━━━━━ Exercise materials

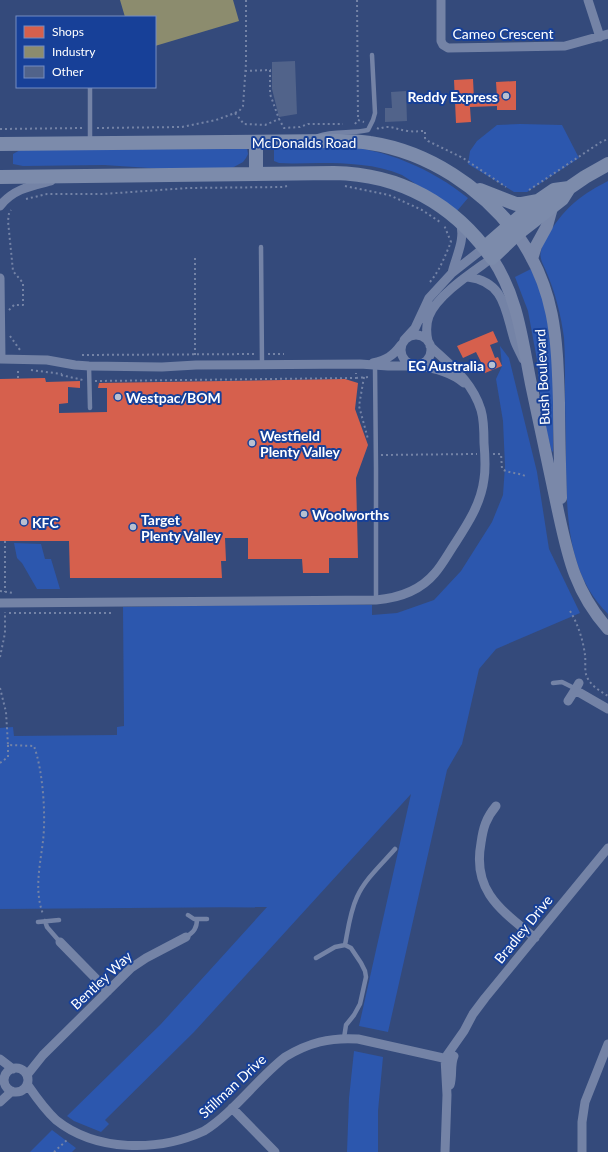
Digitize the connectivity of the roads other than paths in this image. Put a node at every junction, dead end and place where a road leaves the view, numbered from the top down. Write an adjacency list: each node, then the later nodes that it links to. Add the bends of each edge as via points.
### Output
1 (440, 0): 3 (street, Cameo Crescent, via 441,41 443,46 448,48 565,46)
2 (588, 0): 3 (street)
3 (604, 36)
4 (372, 55): 6 (lane, via 375,113 368,130 325,133)
5 (90, 88): 8 (lane)
6 (301, 141): 7 (main road, McDonalds Road); 14 (main road, McDonalds Road, via 354,141 389,147 422,158)
7 (256, 142): 8 (main road, McDonalds Road); 11 (main road)
8 (90, 143): 9 (main road, McDonalds Road)
9 (0, 144)
10 (608, 164): 15 (main road)
11 (256, 174): 13 (main road); 19 (main road, via 348,174 378,178 424,196)
12 (0, 176): 13 (main road)
13 (70, 176): 17 (street, via 13,193)
14 (469, 185): 16 (main road, via 516,204); 20 (main road, McDonalds Road, via 487,200)
15 (569, 188): 16 (main road, via 554,190); 18 (main road)
16 (538, 201): 20 (main road)
17 (0, 206)
18 (552, 208): 20 (main road); 23 (main road)
19 (459, 220): 22 (main road); 24 (street, via 462,238)
20 (514, 230): 22 (main road); 23 (main road, Bush Boulevard)
21 (261, 247): 31 (lane)
22 (489, 253): 24 (street); 25 (street); 35 (main road, Bush Boulevard, via 501,271 516,306)
23 (532, 259): 38 (main road, Bush Boulevard, via 548,296 555,330)
24 (452, 273): 27 (street, via 428,298 415,328)
25 (468, 276): 28 (street, via 444,295 431,312 427,326); 35 (street, via 487,283 501,297 514,339)
26 (0, 278): 29 (street)
27 (403, 343): 28 (street, via 410,336 416,335); 30 (street, via 386,359); 34 (street, via 402,357)
28 (429, 343): 34 (street, via 429,358); 36 (street, via 458,371)
29 (0, 359): 32 (street, via 36,359)
30 (358, 364): 31 (street); 33 (street)
31 (262, 365): 32 (street)
32 (89, 366): 37 (lane)
33 (374, 366): 34 (street); 39 (lane)
34 (414, 366): 36 (street, via 437,369 453,375)
35 (530, 375): 38 (main road, Bush Boulevard)
36 (473, 392): 39 (street, via 482,416 485,454 484,479 479,502 460,536 429,580 396,598)
37 (90, 408)
38 (561, 525): 41 (main road, Bush Boulevard, via 577,583 594,612)
39 (376, 600): 40 (street)
40 (3, 603)
41 (608, 629)
42 (553, 683): 43 (lane, via 562,682)
43 (577, 687): 44 (street); 45 (street)
44 (568, 701)
45 (608, 709)
46 (496, 806): 56 (street, via 485,823 479,850 478,859 483,882 494,903)
47 (608, 848): 56 (street, Bradley Drive)
48 (395, 849): 58 (lane, via 358,895)
49 (188, 915): 50 (lane)
50 (197, 919): 51 (lane); 55 (lane, via 194,931)
51 (206, 919)
52 (59, 920): 53 (lane)
53 (45, 921): 54 (lane); 57 (lane)
54 (38, 922)
55 (186, 937): 60 (street, Bentley Way, via 138,963)
56 (535, 938): 64 (street, Bradley Drive, via 473,1014 459,1048)
57 (60, 942): 60 (street)
58 (345, 945): 59 (lane, via 335,947); 61 (lane, via 351,948 361,963 366,977 360,1004 346,1025)
59 (316, 958)
60 (108, 991): 66 (street, Bentley Way)
61 (344, 1038): 64 (street, Stillman Drive); 72 (street, Stillman Drive, via 320,1041 290,1054 276,1064)
62 (608, 1044): 76 (street, via 585,1102)
63 (0, 1059): 66 (street, Stillman Drive)
64 (449, 1059): 75 (street, Bradley Drive)
65 (0, 1066): 67 (street)
66 (22, 1074): 67 (street); 68 (street); 71 (street, Stillman Drive)
67 (6, 1075): 68 (street, via 4,1080)
68 (13, 1089): 69 (street); 70 (street); 71 (street, Stillman Drive)
69 (0, 1096)
70 (0, 1102)
71 (40, 1104): 73 (street, Stillman Drive, via 75,1134 102,1145)
72 (232, 1108): 73 (street, Stillman Drive, via 203,1132 186,1140 160,1148); 74 (street)
73 (130, 1151)
74 (275, 1152)
75 (445, 1152)
76 (582, 1152)

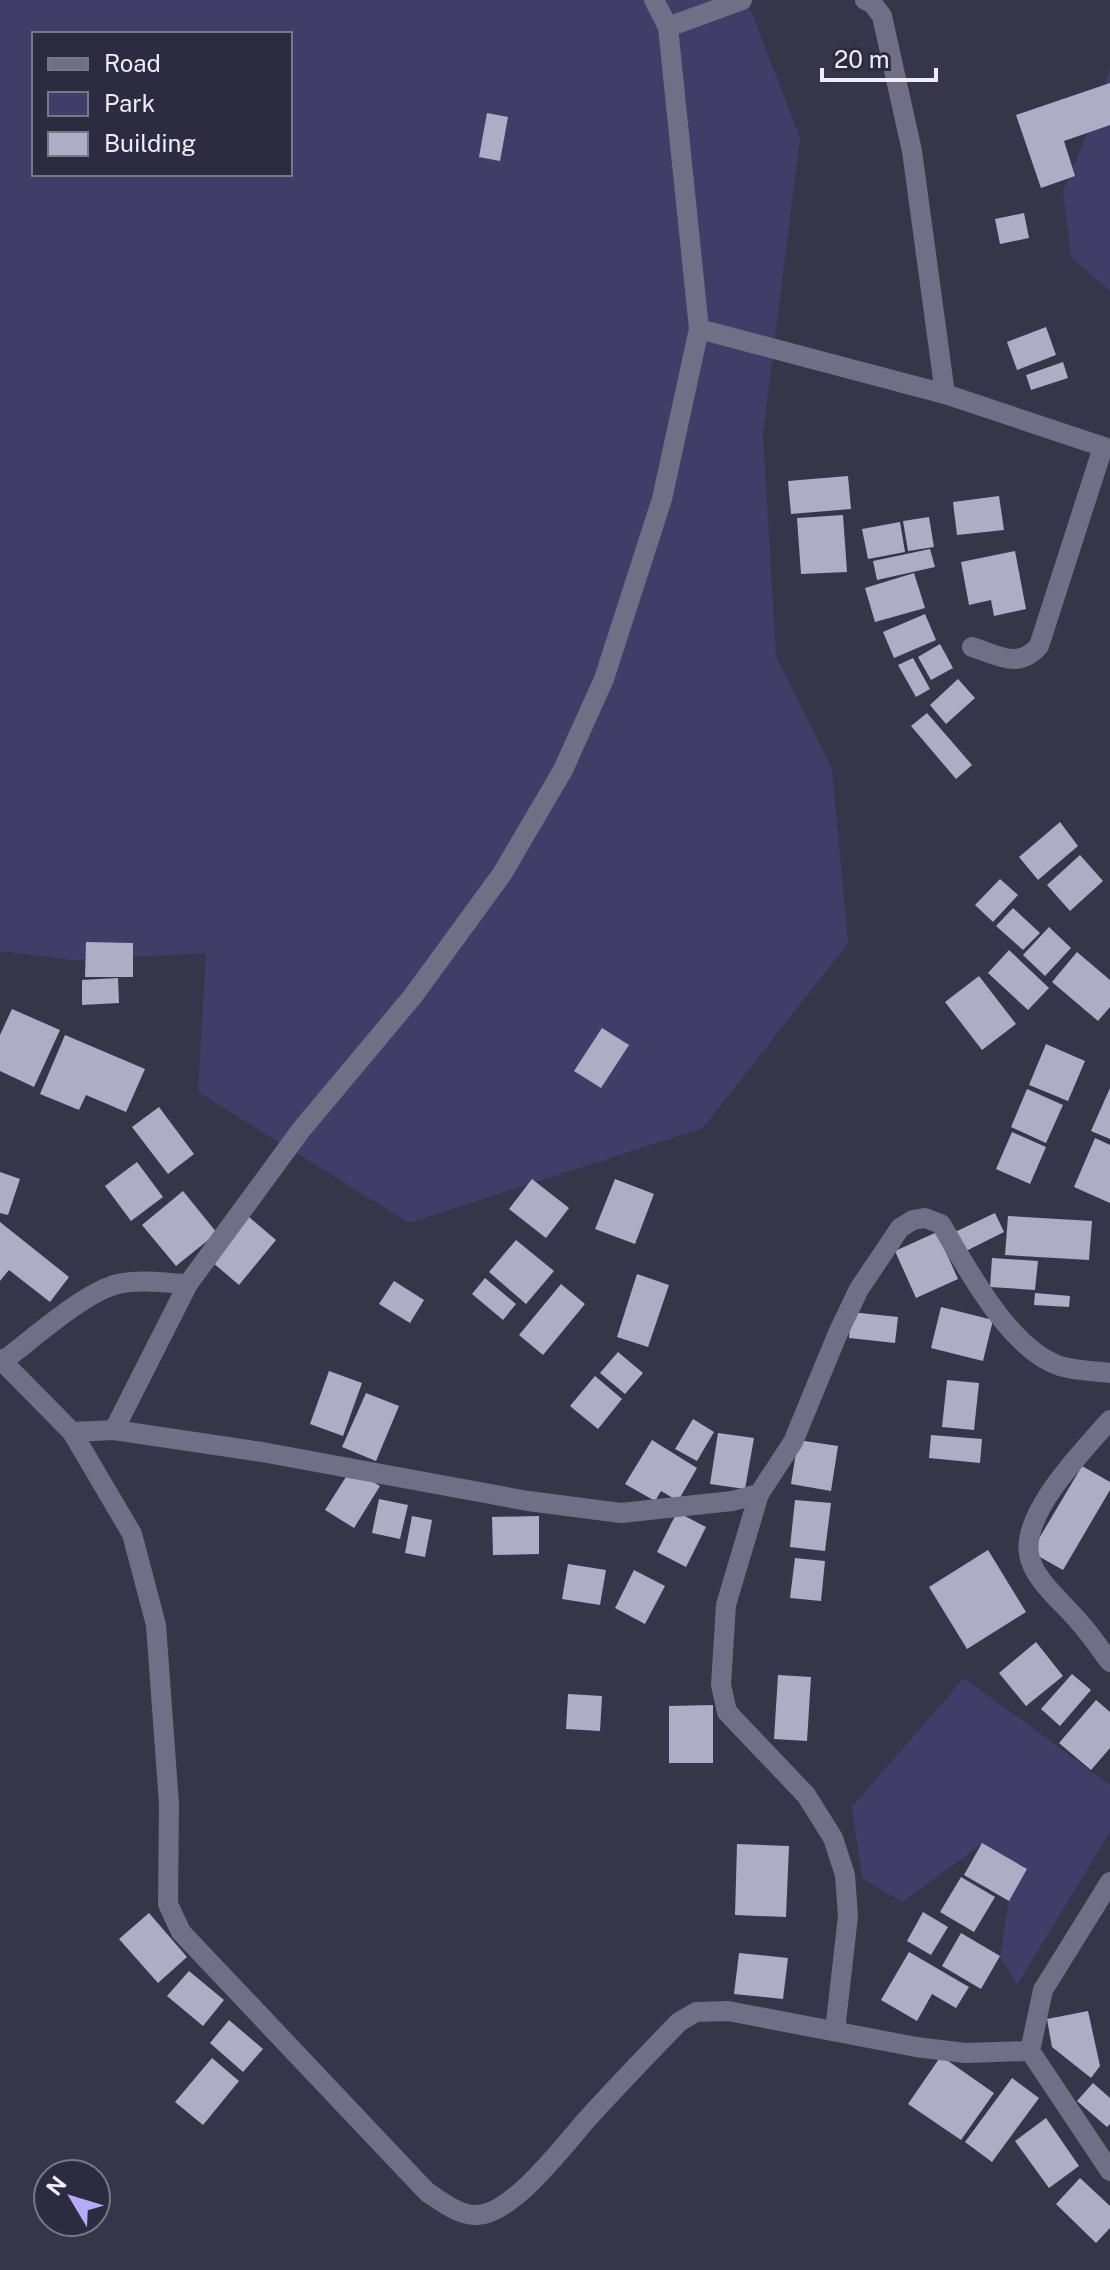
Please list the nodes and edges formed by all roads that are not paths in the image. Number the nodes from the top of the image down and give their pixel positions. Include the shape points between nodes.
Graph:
1 (654, 0) edge
2 (742, 0) edge
3 (865, 0) edge
4 (668, 27) junction
5 (699, 329) junction
6 (945, 394) junction
7 (1106, 448) edge
8 (972, 647) dead end
9 (188, 1284) junction
10 (2, 1360) edge
11 (1110, 1373) edge
12 (1110, 1420) edge
13 (114, 1430) junction
14 (72, 1432) junction
15 (759, 1494) junction
16 (1110, 1662) edge
17 (1110, 1882) edge
18 (835, 2031) junction
19 (1030, 2051) junction
20 (1110, 2171) edge

1 - 4 street
2 - 4 street
3 - 6 street via 882,16 912,151
4 - 5 street
5 - 6 street
5 - 9 street via 662,499 604,679 563,770 502,874 413,996 301,1130
6 - 7 street
7 - 8 street via 1039,646 1021,659
9 - 10 street via 116,1285 91,1296
9 - 13 street
10 - 14 street
11 - 15 street via 1059,1365 1041,1356 995,1313 941,1224 913,1220 900,1228 859,1289 793,1442
12 - 16 street via 1042,1504 1029,1555 1042,1581
13 - 14 street
13 - 15 street via 621,1513
14 - 18 street via 132,1534 156,1625 169,1804 168,1904 174,1921 427,2192 458,2211 494,2211 544,2171 589,2116 679,2022 696,2012 728,2011
15 - 18 street via 726,1605 721,1685 727,1712 806,1795 833,1838 845,1875 848,1916
17 - 19 street via 1043,1990
18 - 19 street via 965,2053
19 - 20 street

━━━━━━━━━━

#### Assigned task
The data is to be returned exactly as it stands, pictures aside.

#### Task solution
Digitize the connectivity of the roads other than paths in this image. Put a node at every junction, dead end and place where a road leaves the view, numbered from the top down. Write an adjacency list: each node, then the later nodes that it links to. Add the bends of each edge as via points.
### Output
1 (440, 0): 3 (street, Cameo Crescent, via 441,41 443,46 448,48 565,46)
2 (588, 0): 3 (street)
3 (604, 36)
4 (372, 55): 6 (lane, via 375,113 368,130 325,133)
5 (90, 88): 8 (lane)
6 (301, 141): 7 (main road, McDonalds Road); 14 (main road, McDonalds Road, via 354,141 389,147 422,158)
7 (256, 142): 8 (main road, McDonalds Road); 11 (main road)
8 (90, 143): 9 (main road, McDonalds Road)
9 (0, 144)
10 (608, 164): 15 (main road)
11 (256, 174): 13 (main road); 19 (main road, via 348,174 378,178 424,196)
12 (0, 176): 13 (main road)
13 (70, 176): 17 (street, via 13,193)
14 (469, 185): 16 (main road, via 516,204); 20 (main road, McDonalds Road, via 487,200)
15 (569, 188): 16 (main road, via 554,190); 18 (main road)
16 (538, 201): 20 (main road)
17 (0, 206)
18 (552, 208): 20 (main road); 23 (main road)
19 (459, 220): 22 (main road); 24 (street, via 462,238)
20 (514, 230): 22 (main road); 23 (main road, Bush Boulevard)
21 (261, 247): 31 (lane)
22 (489, 253): 24 (street); 25 (street); 35 (main road, Bush Boulevard, via 501,271 516,306)
23 (532, 259): 38 (main road, Bush Boulevard, via 548,296 555,330)
24 (452, 273): 27 (street, via 428,298 415,328)
25 (468, 276): 28 (street, via 444,295 431,312 427,326); 35 (street, via 487,283 501,297 514,339)
26 (0, 278): 29 (street)
27 (403, 343): 28 (street, via 410,336 416,335); 30 (street, via 386,359); 34 (street, via 402,357)
28 (429, 343): 34 (street, via 429,358); 36 (street, via 458,371)
29 (0, 359): 32 (street, via 36,359)
30 (358, 364): 31 (street); 33 (street)
31 (262, 365): 32 (street)
32 (89, 366): 37 (lane)
33 (374, 366): 34 (street); 39 (lane)
34 (414, 366): 36 (street, via 437,369 453,375)
35 (530, 375): 38 (main road, Bush Boulevard)
36 (473, 392): 39 (street, via 482,416 485,454 484,479 479,502 460,536 429,580 396,598)
37 (90, 408)
38 (561, 525): 41 (main road, Bush Boulevard, via 577,583 594,612)
39 (376, 600): 40 (street)
40 (3, 603)
41 (608, 629)
42 (553, 683): 43 (lane, via 562,682)
43 (577, 687): 44 (street); 45 (street)
44 (568, 701)
45 (608, 709)
46 (496, 806): 56 (street, via 485,823 479,850 478,859 483,882 494,903)
47 (608, 848): 56 (street, Bradley Drive)
48 (395, 849): 58 (lane, via 358,895)
49 (188, 915): 50 (lane)
50 (197, 919): 51 (lane); 55 (lane, via 194,931)
51 (206, 919)
52 (59, 920): 53 (lane)
53 (45, 921): 54 (lane); 57 (lane)
54 (38, 922)
55 (186, 937): 60 (street, Bentley Way, via 138,963)
56 (535, 938): 64 (street, Bradley Drive, via 473,1014 459,1048)
57 (60, 942): 60 (street)
58 (345, 945): 59 (lane, via 335,947); 61 (lane, via 351,948 361,963 366,977 360,1004 346,1025)
59 (316, 958)
60 (108, 991): 66 (street, Bentley Way)
61 (344, 1038): 64 (street, Stillman Drive); 72 (street, Stillman Drive, via 320,1041 290,1054 276,1064)
62 (608, 1044): 76 (street, via 585,1102)
63 (0, 1059): 66 (street, Stillman Drive)
64 (449, 1059): 75 (street, Bradley Drive)
65 (0, 1066): 67 (street)
66 (22, 1074): 67 (street); 68 (street); 71 (street, Stillman Drive)
67 (6, 1075): 68 (street, via 4,1080)
68 (13, 1089): 69 (street); 70 (street); 71 (street, Stillman Drive)
69 (0, 1096)
70 (0, 1102)
71 (40, 1104): 73 (street, Stillman Drive, via 75,1134 102,1145)
72 (232, 1108): 73 (street, Stillman Drive, via 203,1132 186,1140 160,1148); 74 (street)
73 (130, 1151)
74 (275, 1152)
75 (445, 1152)
76 (582, 1152)

Please list the nodes and edges formed by all roads that are not paths in the image. Number the nodes from the top of the image down and give their pixel positions. Include the shape points between nodes.
Graph:
1 (654, 0) edge
2 (742, 0) edge
3 (865, 0) edge
4 (668, 27) junction
5 (699, 329) junction
6 (945, 394) junction
7 (1106, 448) edge
8 (972, 647) dead end
9 (188, 1284) junction
10 (2, 1360) edge
11 (1110, 1373) edge
12 (1110, 1420) edge
13 (114, 1430) junction
14 (72, 1432) junction
15 (759, 1494) junction
16 (1110, 1662) edge
17 (1110, 1882) edge
18 (835, 2031) junction
19 (1030, 2051) junction
20 (1110, 2171) edge

1 - 4 street
2 - 4 street
3 - 6 street via 882,16 912,151
4 - 5 street
5 - 6 street
5 - 9 street via 662,499 604,679 563,770 502,874 413,996 301,1130
6 - 7 street
7 - 8 street via 1039,646 1021,659
9 - 10 street via 116,1285 91,1296
9 - 13 street
10 - 14 street
11 - 15 street via 1059,1365 1041,1356 995,1313 941,1224 913,1220 900,1228 859,1289 793,1442
12 - 16 street via 1042,1504 1029,1555 1042,1581
13 - 14 street
13 - 15 street via 621,1513
14 - 18 street via 132,1534 156,1625 169,1804 168,1904 174,1921 427,2192 458,2211 494,2211 544,2171 589,2116 679,2022 696,2012 728,2011
15 - 18 street via 726,1605 721,1685 727,1712 806,1795 833,1838 845,1875 848,1916
17 - 19 street via 1043,1990
18 - 19 street via 965,2053
19 - 20 street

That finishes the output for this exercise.